● **WHAT THIS TASK INVOLVES**
In your answer, print each of the records below exactly.

● **MATERIAL PROVIDED**
+--
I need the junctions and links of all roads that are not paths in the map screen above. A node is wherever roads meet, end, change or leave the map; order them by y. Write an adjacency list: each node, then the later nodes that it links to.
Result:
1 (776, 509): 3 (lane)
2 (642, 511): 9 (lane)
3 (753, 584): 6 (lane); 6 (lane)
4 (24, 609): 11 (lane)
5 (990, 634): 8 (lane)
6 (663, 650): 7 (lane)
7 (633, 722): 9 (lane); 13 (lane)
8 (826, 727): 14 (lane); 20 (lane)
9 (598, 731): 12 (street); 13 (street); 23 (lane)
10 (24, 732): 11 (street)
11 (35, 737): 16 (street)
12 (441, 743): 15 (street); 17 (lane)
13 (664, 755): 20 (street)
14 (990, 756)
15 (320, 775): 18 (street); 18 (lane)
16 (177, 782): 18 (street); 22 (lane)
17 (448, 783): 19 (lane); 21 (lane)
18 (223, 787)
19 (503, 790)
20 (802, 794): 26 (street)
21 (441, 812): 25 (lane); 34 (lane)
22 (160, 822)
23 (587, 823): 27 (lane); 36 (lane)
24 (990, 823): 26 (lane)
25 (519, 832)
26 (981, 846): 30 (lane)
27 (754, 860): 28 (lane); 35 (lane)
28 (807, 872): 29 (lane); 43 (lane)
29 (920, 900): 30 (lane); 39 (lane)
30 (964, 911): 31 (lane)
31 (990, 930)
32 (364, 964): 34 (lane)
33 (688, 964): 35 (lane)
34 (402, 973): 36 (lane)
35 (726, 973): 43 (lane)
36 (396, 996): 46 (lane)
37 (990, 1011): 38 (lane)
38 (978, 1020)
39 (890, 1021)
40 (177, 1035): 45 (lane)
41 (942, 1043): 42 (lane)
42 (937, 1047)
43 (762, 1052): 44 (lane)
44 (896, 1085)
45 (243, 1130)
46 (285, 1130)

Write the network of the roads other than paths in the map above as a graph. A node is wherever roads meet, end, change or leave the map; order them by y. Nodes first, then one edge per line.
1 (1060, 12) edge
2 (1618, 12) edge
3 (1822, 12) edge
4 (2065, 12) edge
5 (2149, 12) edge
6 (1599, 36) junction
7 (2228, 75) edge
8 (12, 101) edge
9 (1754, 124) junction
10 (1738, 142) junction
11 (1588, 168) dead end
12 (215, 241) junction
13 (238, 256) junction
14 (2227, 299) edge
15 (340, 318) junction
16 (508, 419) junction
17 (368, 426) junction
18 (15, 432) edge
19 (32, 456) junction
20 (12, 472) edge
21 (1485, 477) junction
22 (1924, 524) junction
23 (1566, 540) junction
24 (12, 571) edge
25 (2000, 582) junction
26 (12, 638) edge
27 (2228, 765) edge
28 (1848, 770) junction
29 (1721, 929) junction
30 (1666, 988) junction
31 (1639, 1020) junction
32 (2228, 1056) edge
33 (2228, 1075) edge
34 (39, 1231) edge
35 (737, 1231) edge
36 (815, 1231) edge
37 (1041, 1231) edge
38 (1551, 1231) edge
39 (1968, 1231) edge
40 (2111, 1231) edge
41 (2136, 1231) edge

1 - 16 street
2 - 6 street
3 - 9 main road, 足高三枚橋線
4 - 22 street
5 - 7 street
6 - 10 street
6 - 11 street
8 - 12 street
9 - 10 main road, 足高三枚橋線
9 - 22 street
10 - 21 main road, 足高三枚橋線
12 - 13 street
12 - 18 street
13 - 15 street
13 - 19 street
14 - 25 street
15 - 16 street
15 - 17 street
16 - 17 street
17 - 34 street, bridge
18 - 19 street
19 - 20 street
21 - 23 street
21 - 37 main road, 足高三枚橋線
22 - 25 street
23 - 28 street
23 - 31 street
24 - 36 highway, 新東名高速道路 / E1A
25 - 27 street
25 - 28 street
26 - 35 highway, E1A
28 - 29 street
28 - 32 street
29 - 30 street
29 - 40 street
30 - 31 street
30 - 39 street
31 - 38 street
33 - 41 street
+--
● **OUTPUT OF THE TASK**
I need the junctions and links of all roads that are not paths in the map screen above. A node is wherever roads meet, end, change or leave the map; order them by y. Write an adjacency list: each node, then the later nodes that it links to.
Result:
1 (776, 509): 3 (lane)
2 (642, 511): 9 (lane)
3 (753, 584): 6 (lane); 6 (lane)
4 (24, 609): 11 (lane)
5 (990, 634): 8 (lane)
6 (663, 650): 7 (lane)
7 (633, 722): 9 (lane); 13 (lane)
8 (826, 727): 14 (lane); 20 (lane)
9 (598, 731): 12 (street); 13 (street); 23 (lane)
10 (24, 732): 11 (street)
11 (35, 737): 16 (street)
12 (441, 743): 15 (street); 17 (lane)
13 (664, 755): 20 (street)
14 (990, 756)
15 (320, 775): 18 (street); 18 (lane)
16 (177, 782): 18 (street); 22 (lane)
17 (448, 783): 19 (lane); 21 (lane)
18 (223, 787)
19 (503, 790)
20 (802, 794): 26 (street)
21 (441, 812): 25 (lane); 34 (lane)
22 (160, 822)
23 (587, 823): 27 (lane); 36 (lane)
24 (990, 823): 26 (lane)
25 (519, 832)
26 (981, 846): 30 (lane)
27 (754, 860): 28 (lane); 35 (lane)
28 (807, 872): 29 (lane); 43 (lane)
29 (920, 900): 30 (lane); 39 (lane)
30 (964, 911): 31 (lane)
31 (990, 930)
32 (364, 964): 34 (lane)
33 (688, 964): 35 (lane)
34 (402, 973): 36 (lane)
35 (726, 973): 43 (lane)
36 (396, 996): 46 (lane)
37 (990, 1011): 38 (lane)
38 (978, 1020)
39 (890, 1021)
40 (177, 1035): 45 (lane)
41 (942, 1043): 42 (lane)
42 (937, 1047)
43 (762, 1052): 44 (lane)
44 (896, 1085)
45 (243, 1130)
46 (285, 1130)

Write the network of the roads other than paths in the map above as a graph. A node is wherever roads meet, end, change or leave the map; order them by y. Nodes first, then one edge per line.
1 (1060, 12) edge
2 (1618, 12) edge
3 (1822, 12) edge
4 (2065, 12) edge
5 (2149, 12) edge
6 (1599, 36) junction
7 (2228, 75) edge
8 (12, 101) edge
9 (1754, 124) junction
10 (1738, 142) junction
11 (1588, 168) dead end
12 (215, 241) junction
13 (238, 256) junction
14 (2227, 299) edge
15 (340, 318) junction
16 (508, 419) junction
17 (368, 426) junction
18 (15, 432) edge
19 (32, 456) junction
20 (12, 472) edge
21 (1485, 477) junction
22 (1924, 524) junction
23 (1566, 540) junction
24 (12, 571) edge
25 (2000, 582) junction
26 (12, 638) edge
27 (2228, 765) edge
28 (1848, 770) junction
29 (1721, 929) junction
30 (1666, 988) junction
31 (1639, 1020) junction
32 (2228, 1056) edge
33 (2228, 1075) edge
34 (39, 1231) edge
35 (737, 1231) edge
36 (815, 1231) edge
37 (1041, 1231) edge
38 (1551, 1231) edge
39 (1968, 1231) edge
40 (2111, 1231) edge
41 (2136, 1231) edge

1 - 16 street
2 - 6 street
3 - 9 main road, 足高三枚橋線
4 - 22 street
5 - 7 street
6 - 10 street
6 - 11 street
8 - 12 street
9 - 10 main road, 足高三枚橋線
9 - 22 street
10 - 21 main road, 足高三枚橋線
12 - 13 street
12 - 18 street
13 - 15 street
13 - 19 street
14 - 25 street
15 - 16 street
15 - 17 street
16 - 17 street
17 - 34 street, bridge
18 - 19 street
19 - 20 street
21 - 23 street
21 - 37 main road, 足高三枚橋線
22 - 25 street
23 - 28 street
23 - 31 street
24 - 36 highway, 新東名高速道路 / E1A
25 - 27 street
25 - 28 street
26 - 35 highway, E1A
28 - 29 street
28 - 32 street
29 - 30 street
29 - 40 street
30 - 31 street
30 - 39 street
31 - 38 street
33 - 41 street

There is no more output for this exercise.